Skeletal landmark data
━━━━━━━━━━━━━━━━━━━━━━━━━━━━━━

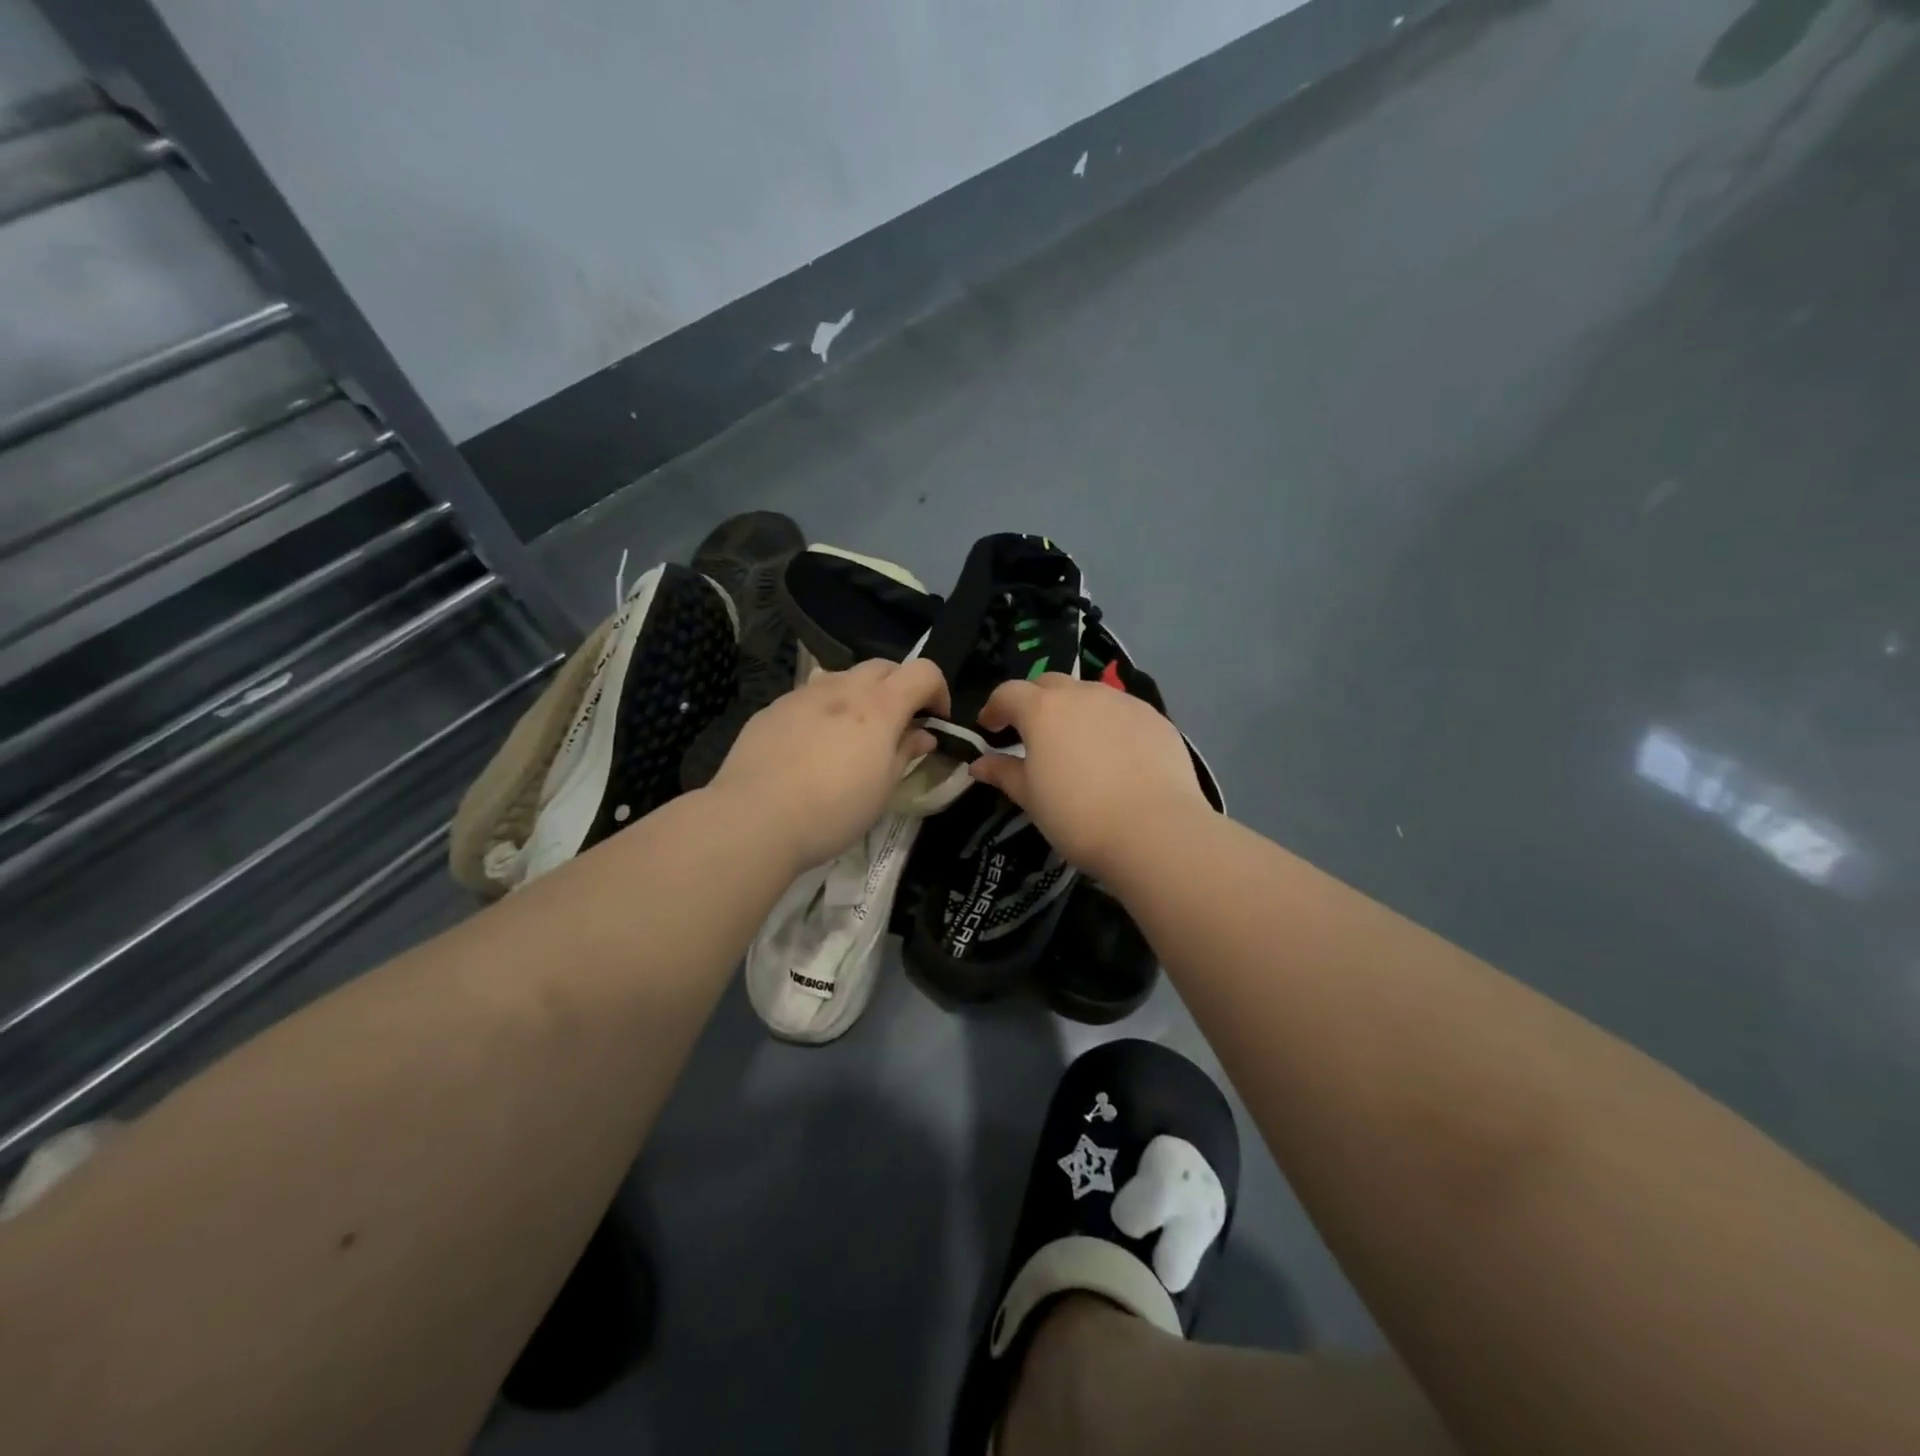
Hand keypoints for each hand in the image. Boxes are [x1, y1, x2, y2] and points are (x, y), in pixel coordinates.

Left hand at [711, 657, 949, 869]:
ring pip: (843, 677)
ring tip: (853, 734)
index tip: (935, 721)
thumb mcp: (883, 788)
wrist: (755, 817)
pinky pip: (810, 697)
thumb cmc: (834, 809)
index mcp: (879, 705)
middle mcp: (843, 687)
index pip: (924, 671)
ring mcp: (803, 694)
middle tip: (898, 724)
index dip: (938, 691)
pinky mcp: (773, 709)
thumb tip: (923, 734)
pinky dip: (825, 709)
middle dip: (900, 687)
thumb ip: (906, 752)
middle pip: (883, 666)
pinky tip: (812, 746)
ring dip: (860, 695)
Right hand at [969, 674, 1206, 878]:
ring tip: (1076, 743)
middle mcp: (1082, 694)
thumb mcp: (1030, 797)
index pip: (1008, 693)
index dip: (994, 708)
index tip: (989, 729)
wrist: (1154, 830)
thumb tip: (979, 764)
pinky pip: (1122, 712)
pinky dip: (1109, 724)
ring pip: (1089, 694)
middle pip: (1049, 684)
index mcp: (1043, 709)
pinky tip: (1115, 755)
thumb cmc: (1077, 815)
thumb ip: (1003, 773)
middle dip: (1034, 702)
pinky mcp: (1155, 718)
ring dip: (1074, 710)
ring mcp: (1122, 702)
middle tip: (1032, 733)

━━━━━━━━━━━━━━━━━━━━━━━━━━━━━━

#### [Task requirements]
Text only, no pictures: copy every entry exactly.

#### [Worked solution]
Hand keypoints for each hand in the image. Boxes are [x1, y1, x2, y2] and points are (x, y), in pixel coordinates.

Left hand at [711, 657, 949, 869]:
ring pip: (843, 677)
ring tip: (853, 734)
index tip: (935, 721)
thumb mcp: (883, 788)
wrist: (755, 817)
pinky pip: (810, 697)
thumb cmc: (834, 809)
index mcp: (879, 705)
middle mcp: (843, 687)
index pip: (924, 671)
ring mcp: (803, 694)
middle tip: (898, 724)
index dip: (938, 691)
pinky mcp: (773, 709)
thumb tip: (923, 734)
pinky dip: (825, 709)
middle dip: (900, 687)
thumb ip: (906, 752)
middle pip: (883, 666)
pinky tip: (812, 746)
ring dip: (860, 695)
Right hand at [969, 674, 1206, 878]:
ring tip: (1076, 743)
middle mcp: (1082, 694)
thumb mcp: (1030, 797)
index pip: (1008, 693)
index dip: (994, 708)
index tip: (989, 729)
wrist: (1154, 830)
thumb tip: (979, 764)
pinky pip: (1122, 712)
pinky dip: (1109, 724)
ring pip: (1089, 694)
middle pip: (1049, 684)
index mcp: (1043, 709)
pinky tip: (1115, 755)
thumb cmc: (1077, 815)
thumb ip: (1003, 773)
middle dip: (1034, 702)
pinky mcp: (1155, 718)
ring dip: (1074, 710)
ring mcp: (1122, 702)
middle tip: (1032, 733)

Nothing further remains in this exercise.